BEGIN Data provided

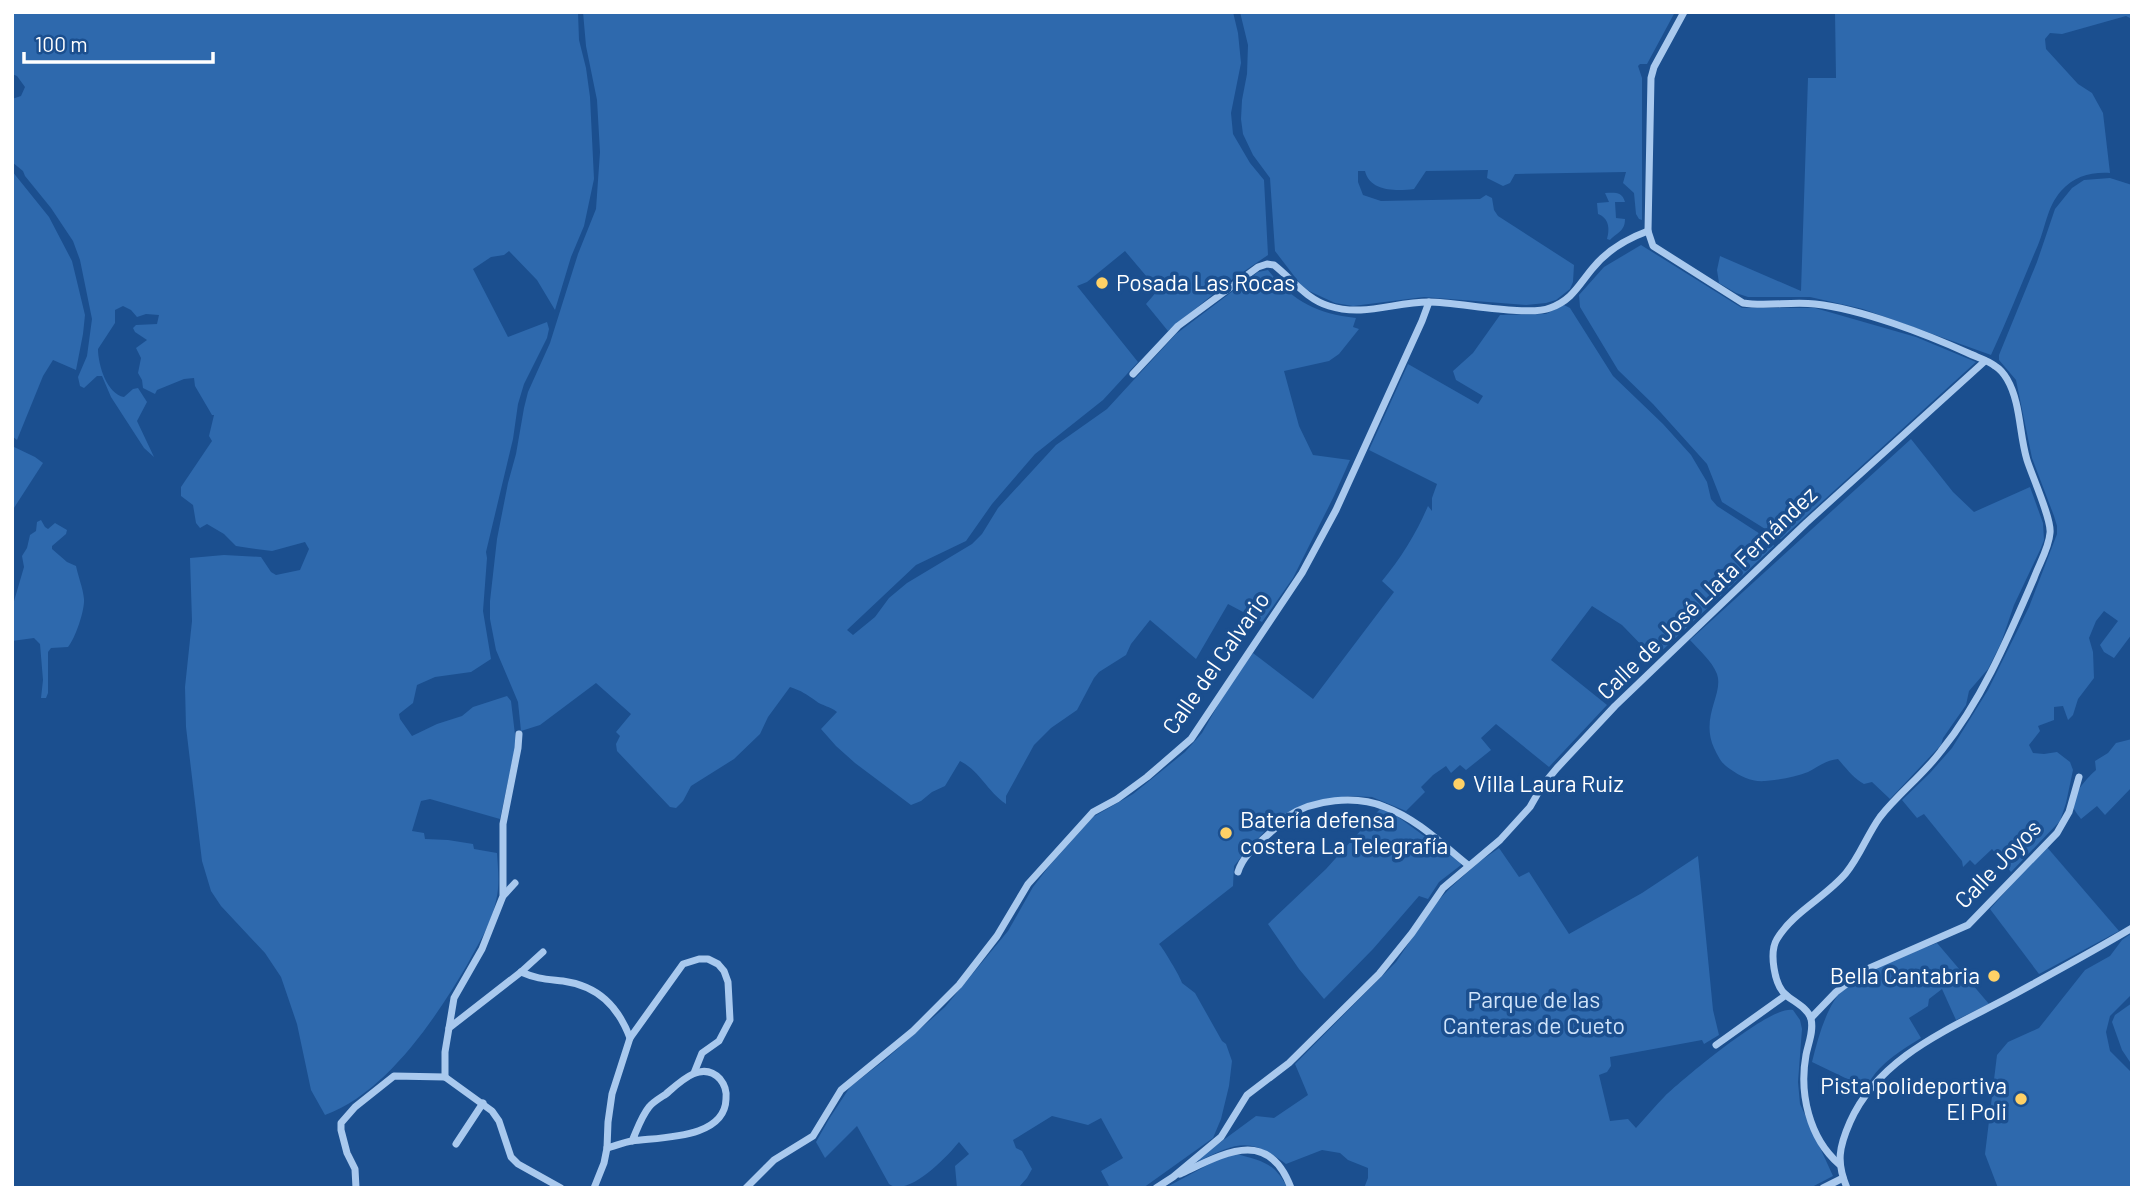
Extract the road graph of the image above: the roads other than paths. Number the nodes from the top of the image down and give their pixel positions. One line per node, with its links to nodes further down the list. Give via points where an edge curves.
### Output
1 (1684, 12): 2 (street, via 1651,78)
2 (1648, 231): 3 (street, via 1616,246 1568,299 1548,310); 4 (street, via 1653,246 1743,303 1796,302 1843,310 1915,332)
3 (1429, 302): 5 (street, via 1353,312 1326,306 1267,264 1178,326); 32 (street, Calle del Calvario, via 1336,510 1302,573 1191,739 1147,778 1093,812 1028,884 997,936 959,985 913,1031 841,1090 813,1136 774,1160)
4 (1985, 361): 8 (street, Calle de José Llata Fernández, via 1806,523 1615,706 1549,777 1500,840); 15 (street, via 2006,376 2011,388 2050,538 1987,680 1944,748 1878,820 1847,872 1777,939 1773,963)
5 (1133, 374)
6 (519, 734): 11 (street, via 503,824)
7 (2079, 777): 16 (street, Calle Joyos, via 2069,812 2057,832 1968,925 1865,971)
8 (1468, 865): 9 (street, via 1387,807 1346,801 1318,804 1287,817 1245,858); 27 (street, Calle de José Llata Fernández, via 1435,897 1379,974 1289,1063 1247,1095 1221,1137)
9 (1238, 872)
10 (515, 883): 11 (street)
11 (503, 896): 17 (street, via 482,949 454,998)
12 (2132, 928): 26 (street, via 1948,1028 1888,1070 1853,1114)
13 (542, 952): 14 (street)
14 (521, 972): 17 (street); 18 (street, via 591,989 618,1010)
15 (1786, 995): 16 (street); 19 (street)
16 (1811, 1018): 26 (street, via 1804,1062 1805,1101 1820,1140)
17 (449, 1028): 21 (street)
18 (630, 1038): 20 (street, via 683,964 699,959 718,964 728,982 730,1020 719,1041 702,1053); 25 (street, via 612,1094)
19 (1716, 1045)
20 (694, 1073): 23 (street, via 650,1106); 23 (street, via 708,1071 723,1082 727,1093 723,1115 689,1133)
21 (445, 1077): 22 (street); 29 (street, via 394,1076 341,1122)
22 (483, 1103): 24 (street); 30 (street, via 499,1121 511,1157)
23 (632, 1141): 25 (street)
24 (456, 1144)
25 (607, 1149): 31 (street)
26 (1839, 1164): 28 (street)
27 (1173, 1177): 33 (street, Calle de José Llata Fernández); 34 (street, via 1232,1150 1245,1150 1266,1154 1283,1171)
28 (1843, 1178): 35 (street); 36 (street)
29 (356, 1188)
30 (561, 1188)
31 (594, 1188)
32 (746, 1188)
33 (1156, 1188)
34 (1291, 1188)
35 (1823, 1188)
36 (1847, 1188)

END Data provided
BEGIN Data provided

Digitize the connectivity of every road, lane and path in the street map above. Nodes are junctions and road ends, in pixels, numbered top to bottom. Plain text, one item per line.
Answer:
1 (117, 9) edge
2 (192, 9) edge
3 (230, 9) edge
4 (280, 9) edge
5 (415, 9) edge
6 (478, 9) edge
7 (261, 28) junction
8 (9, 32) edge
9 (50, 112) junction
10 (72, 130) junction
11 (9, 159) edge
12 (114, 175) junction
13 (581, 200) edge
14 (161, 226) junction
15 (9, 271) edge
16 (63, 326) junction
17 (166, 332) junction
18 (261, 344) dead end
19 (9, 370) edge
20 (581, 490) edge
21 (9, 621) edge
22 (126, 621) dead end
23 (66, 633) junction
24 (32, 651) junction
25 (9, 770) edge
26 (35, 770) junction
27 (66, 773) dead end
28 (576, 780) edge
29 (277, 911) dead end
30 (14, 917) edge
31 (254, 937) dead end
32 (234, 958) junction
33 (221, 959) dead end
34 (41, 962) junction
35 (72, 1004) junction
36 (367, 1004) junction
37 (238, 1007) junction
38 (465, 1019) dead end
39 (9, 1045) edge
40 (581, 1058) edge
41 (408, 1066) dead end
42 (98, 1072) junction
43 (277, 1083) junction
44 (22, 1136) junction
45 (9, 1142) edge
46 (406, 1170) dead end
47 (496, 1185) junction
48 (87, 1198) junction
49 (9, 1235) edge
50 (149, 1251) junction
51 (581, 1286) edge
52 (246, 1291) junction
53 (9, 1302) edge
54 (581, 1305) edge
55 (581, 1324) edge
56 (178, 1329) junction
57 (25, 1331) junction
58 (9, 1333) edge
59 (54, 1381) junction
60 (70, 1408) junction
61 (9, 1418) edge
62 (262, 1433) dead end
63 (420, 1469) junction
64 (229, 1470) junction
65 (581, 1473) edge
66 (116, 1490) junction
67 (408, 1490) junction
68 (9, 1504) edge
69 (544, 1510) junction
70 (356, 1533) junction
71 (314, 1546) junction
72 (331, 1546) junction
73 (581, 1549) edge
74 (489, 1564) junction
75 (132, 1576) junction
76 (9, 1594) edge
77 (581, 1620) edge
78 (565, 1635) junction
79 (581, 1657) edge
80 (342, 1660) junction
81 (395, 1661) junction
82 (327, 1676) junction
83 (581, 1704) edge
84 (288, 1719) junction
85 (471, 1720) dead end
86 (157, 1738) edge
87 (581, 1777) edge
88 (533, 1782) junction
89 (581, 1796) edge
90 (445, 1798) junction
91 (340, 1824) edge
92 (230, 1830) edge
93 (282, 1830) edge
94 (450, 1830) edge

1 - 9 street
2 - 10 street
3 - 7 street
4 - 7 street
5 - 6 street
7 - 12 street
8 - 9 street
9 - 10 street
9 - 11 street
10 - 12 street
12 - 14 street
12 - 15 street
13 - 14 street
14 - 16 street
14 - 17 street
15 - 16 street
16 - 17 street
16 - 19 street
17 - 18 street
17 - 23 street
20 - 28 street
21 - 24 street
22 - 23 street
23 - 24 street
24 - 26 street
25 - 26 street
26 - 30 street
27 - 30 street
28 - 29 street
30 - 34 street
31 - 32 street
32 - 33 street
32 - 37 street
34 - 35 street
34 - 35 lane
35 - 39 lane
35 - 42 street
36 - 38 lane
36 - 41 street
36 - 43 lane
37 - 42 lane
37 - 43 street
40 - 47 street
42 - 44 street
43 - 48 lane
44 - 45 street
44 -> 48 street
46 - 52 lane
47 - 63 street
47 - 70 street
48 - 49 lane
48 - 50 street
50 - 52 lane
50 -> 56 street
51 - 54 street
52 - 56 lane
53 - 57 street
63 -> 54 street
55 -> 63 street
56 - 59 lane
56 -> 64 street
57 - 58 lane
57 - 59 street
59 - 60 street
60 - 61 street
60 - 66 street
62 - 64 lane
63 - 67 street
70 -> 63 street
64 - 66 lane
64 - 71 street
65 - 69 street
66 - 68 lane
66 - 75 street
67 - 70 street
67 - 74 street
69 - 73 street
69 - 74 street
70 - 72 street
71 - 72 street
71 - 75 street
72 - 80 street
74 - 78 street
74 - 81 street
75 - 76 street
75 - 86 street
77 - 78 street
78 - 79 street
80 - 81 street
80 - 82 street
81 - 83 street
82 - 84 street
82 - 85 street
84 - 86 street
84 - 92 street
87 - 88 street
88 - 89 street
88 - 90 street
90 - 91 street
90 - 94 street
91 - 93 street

END Data provided

• [Exercise description]
Tally the lines of the listing that include "José". Reply with nothing but the count.

• [Completed exercise]
3